The study published by Nature Journal on Tuesday says Queensland researchers have created a simple test which uses a colour-changing fluid to confirm the presence of cancerous cells anywhere in the body. The test has a sensitivity of about 90%, meaning it would detect about 90 in 100 cases of cancer.
The test is designed to detect cancerous cells in blood or biopsy tissue by marking changes in the methyl group at the genomic level. Methyl groups, which are tiny molecules of DNA, were found to be significantly altered in cancer patients.
The test was developed after the research team discovered that cancerous DNA and normal DNA stick to metal surfaces in markedly different ways.
Healthy cells function properly by patterning their DNA with molecules called methyl groups. In cancer cells, this patterning is hijacked so that only genes that help the cancer grow are switched on. While the DNA inside normal cells has methyl groups dotted all over it, the DNA inside cancer cells is largely bare, with methyl groups found only in small clusters at different locations. The research says, "This methylation landscape that we referred to as Methylscape is displayed by most cancer types, thus may serve as a universal cancer biomarker."
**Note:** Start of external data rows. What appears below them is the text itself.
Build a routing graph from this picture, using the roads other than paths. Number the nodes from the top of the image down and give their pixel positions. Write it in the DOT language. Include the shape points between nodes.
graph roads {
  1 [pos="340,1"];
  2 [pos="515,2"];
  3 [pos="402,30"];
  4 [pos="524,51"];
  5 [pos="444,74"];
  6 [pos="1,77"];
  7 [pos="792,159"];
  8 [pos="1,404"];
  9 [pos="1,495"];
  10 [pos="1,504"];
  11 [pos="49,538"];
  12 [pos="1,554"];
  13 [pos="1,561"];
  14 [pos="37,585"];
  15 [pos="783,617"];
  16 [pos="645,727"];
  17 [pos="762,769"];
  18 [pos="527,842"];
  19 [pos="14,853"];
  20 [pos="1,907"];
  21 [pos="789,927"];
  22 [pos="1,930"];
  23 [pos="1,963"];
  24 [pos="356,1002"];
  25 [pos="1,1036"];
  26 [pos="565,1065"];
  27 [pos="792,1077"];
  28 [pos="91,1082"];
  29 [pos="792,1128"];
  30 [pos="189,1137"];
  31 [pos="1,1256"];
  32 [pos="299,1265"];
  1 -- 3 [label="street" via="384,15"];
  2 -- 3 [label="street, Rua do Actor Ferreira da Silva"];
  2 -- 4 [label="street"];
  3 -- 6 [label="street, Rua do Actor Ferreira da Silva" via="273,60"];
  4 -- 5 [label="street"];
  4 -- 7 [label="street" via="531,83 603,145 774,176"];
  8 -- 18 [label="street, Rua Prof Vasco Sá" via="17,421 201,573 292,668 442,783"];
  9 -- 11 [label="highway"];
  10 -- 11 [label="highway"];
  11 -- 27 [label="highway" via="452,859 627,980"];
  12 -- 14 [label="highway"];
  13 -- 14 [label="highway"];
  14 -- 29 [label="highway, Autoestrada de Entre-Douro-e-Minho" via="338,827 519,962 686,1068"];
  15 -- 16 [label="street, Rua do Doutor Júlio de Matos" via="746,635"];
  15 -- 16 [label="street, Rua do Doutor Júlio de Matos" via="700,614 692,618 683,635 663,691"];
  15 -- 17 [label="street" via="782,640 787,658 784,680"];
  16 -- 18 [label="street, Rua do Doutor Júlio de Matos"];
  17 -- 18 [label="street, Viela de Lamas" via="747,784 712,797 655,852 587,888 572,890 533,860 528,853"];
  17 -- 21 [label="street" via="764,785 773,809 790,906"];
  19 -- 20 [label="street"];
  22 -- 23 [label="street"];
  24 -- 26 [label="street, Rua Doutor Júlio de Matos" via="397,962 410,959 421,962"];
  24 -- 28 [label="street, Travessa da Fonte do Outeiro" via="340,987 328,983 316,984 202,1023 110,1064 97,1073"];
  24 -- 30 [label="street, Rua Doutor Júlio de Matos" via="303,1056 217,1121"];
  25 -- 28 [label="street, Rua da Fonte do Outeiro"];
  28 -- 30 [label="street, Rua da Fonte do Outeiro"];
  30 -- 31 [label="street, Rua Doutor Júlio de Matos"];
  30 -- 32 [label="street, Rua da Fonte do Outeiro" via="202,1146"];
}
Matt Trau, a professor at the University of Queensland, said: "Discovering that cancerous DNA molecules formed entirely different 3D nanostructures from normal circulating DNA was a breakthrough that has enabled an entirely new approach to detect cancer non-invasively in any tissue type including blood.
"This led to the creation of inexpensive and portable detection devices that could eventually be used as a diagnostic tool, possibly with a mobile phone."
Explaining in the journal articles, the Queensland team said their tests confirmed the above described behavioral pattern of methyl groups in breast, prostate, colorectal cancer as well as lymphoma.
The test is however in a nascent stage and requires further development as it can currently only determine the presence of cancer, but not the disease type, location or its progression. The test also needs to be tested with various other types of cancer as it has currently has been tested only on the four most common ones. As of 2018, there are more than 200 types of cancer.
The test once fully vetted through multiple clinical trial rounds can hence become the starting point for diagnosis as it could be conducted at most pathology labs and would answer the question: does this patient have cancer?